§ Source records
'''

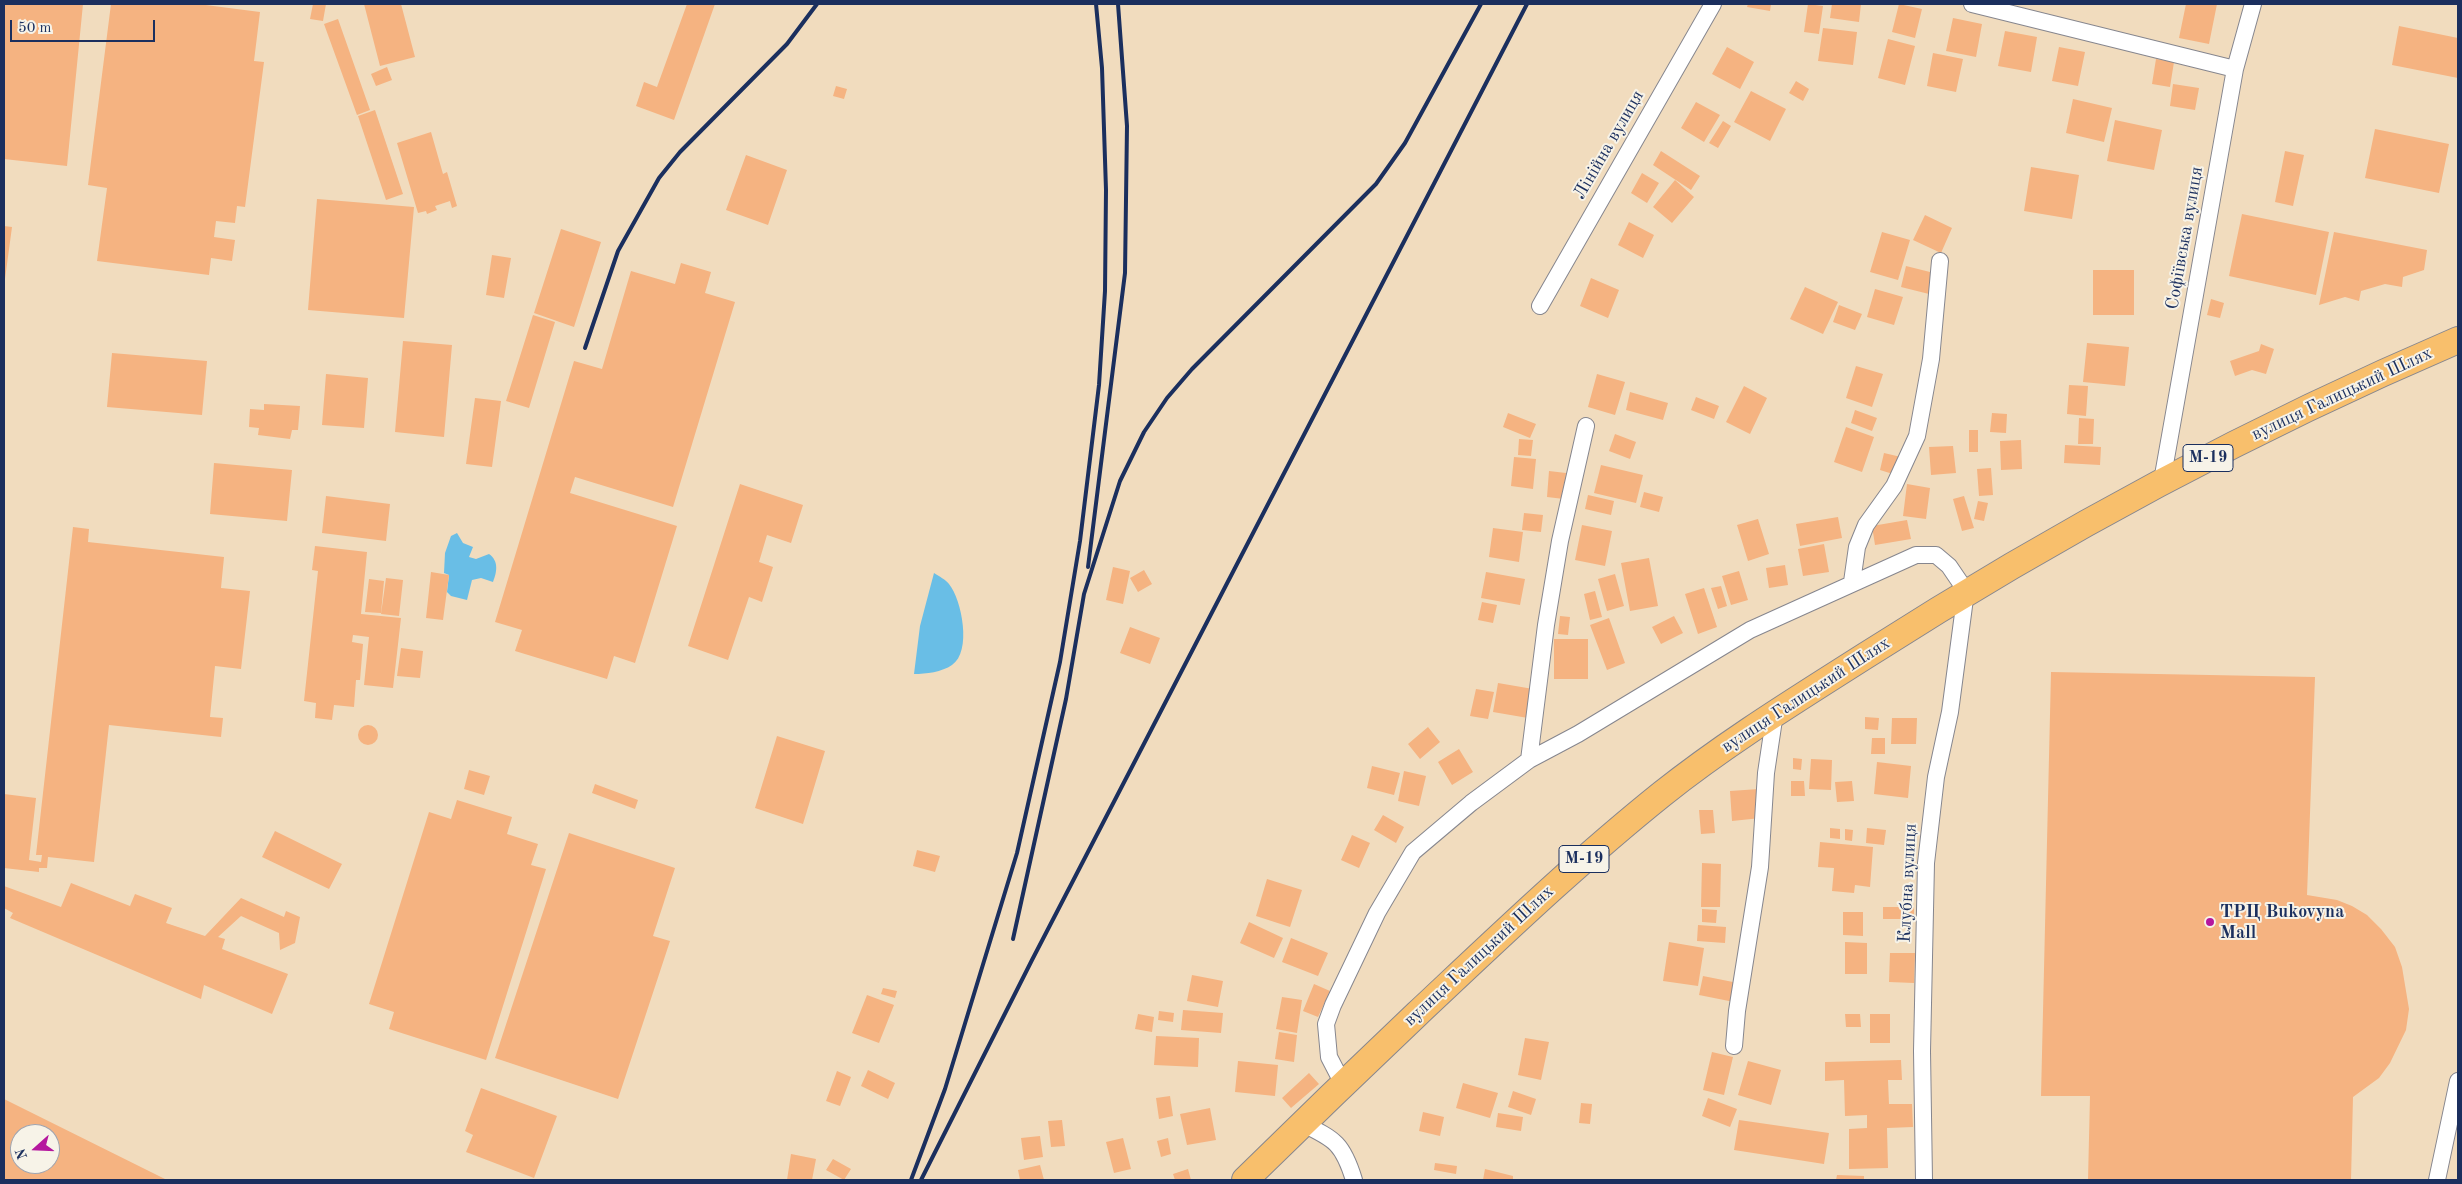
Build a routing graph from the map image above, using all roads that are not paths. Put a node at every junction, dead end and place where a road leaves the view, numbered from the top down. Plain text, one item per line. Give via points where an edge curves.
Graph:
1 (1713, 4) edge
2 (1972, 4) edge
3 (2253, 4) edge
4 (2235, 70) junction
5 (1940, 261) dead end
6 (1540, 306) dead end
7 (2458, 340) edge
8 (1586, 426) dead end
9 (2162, 481) junction
10 (1852, 582) junction
11 (1966, 591) junction
12 (1775, 713) junction
13 (1529, 760) junction
14 (1734, 1046) dead end
15 (2458, 1081) edge
16 (1343, 1084) junction
17 (1302, 1124) junction
18 (1245, 1180) edge
19 (1354, 1180) edge
20 (1924, 1180) edge
21 (2437, 1180) edge

1 - 6 street, Лінійна вулиця
2 - 4 street
3 - 4 street, Софіївська вулиця
4 - 9 street, Софіївська вулиця
5 - 10 street via 1931,359 1918,436 1894,486 1866,524 1857,547
7 - 9 highway, вулиця Галицький Шлях / М-19 via 2363,380
8 - 13 street via 1558,550
9 - 11 highway, вулиця Галицький Шлях / М-19
10 - 11 street via 1916,555 1936,555 1949,566
10 - 13 street via 1750,630
11 - 12 highway, вулиця Галицький Шлях / М-19
11 - 20 street, Клубна вулиця via 1950,712 1936,777 1926,862 1922,1051
12 - 14 street via 1766,773 1760,867
12 - 16 highway, вулиця Галицький Шлях / М-19 via 1664,793 1572,869
13 - 16 street via 1413,852 1377,913 1326,1024 1329,1056
15 - 21 street
16 - 17 highway, вулиця Галицький Шлях / М-19
17 - 18 highway, вулиця Галицький Шлях / М-19
17 - 19 street via 1333,1139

'''

§ What the task requires
The whole listing above must be returned exactly as written, with no pictures carried over.

§ Your solution
Build a routing graph from the map image above, using all roads that are not paths. Put a node at every junction, dead end and place where a road leaves the view, numbered from the top down. Plain text, one item per line. Give via points where an edge curves.
Graph:
1 (1713, 4) edge
2 (1972, 4) edge
3 (2253, 4) edge
4 (2235, 70) junction
5 (1940, 261) dead end
6 (1540, 306) dead end
7 (2458, 340) edge
8 (1586, 426) dead end
9 (2162, 481) junction
10 (1852, 582) junction
11 (1966, 591) junction
12 (1775, 713) junction
13 (1529, 760) junction
14 (1734, 1046) dead end
15 (2458, 1081) edge
16 (1343, 1084) junction
17 (1302, 1124) junction
18 (1245, 1180) edge
19 (1354, 1180) edge
20 (1924, 1180) edge
21 (2437, 1180) edge

1 - 6 street, Лінійна вулиця
2 - 4 street
3 - 4 street, Софіївська вулиця
4 - 9 street, Софіївська вулиця
5 - 10 street via 1931,359 1918,436 1894,486 1866,524 1857,547
7 - 9 highway, вулиця Галицький Шлях / М-19 via 2363,380
8 - 13 street via 1558,550
9 - 11 highway, вулиця Галицький Шлях / М-19
10 - 11 street via 1916,555 1936,555 1949,566
10 - 13 street via 1750,630
11 - 12 highway, вулиця Галицький Шлях / М-19
11 - 20 street, Клубна вулиця via 1950,712 1936,777 1926,862 1922,1051
12 - 14 street via 1766,773 1760,867
12 - 16 highway, вулиця Галицький Шлях / М-19 via 1664,793 1572,869
13 - 16 street via 1413,852 1377,913 1326,1024 1329,1056
15 - 21 street
16 - 17 highway, вулиця Галицький Шлях / М-19
17 - 18 highway, вулиця Галицький Шлях / М-19
17 - 19 street via 1333,1139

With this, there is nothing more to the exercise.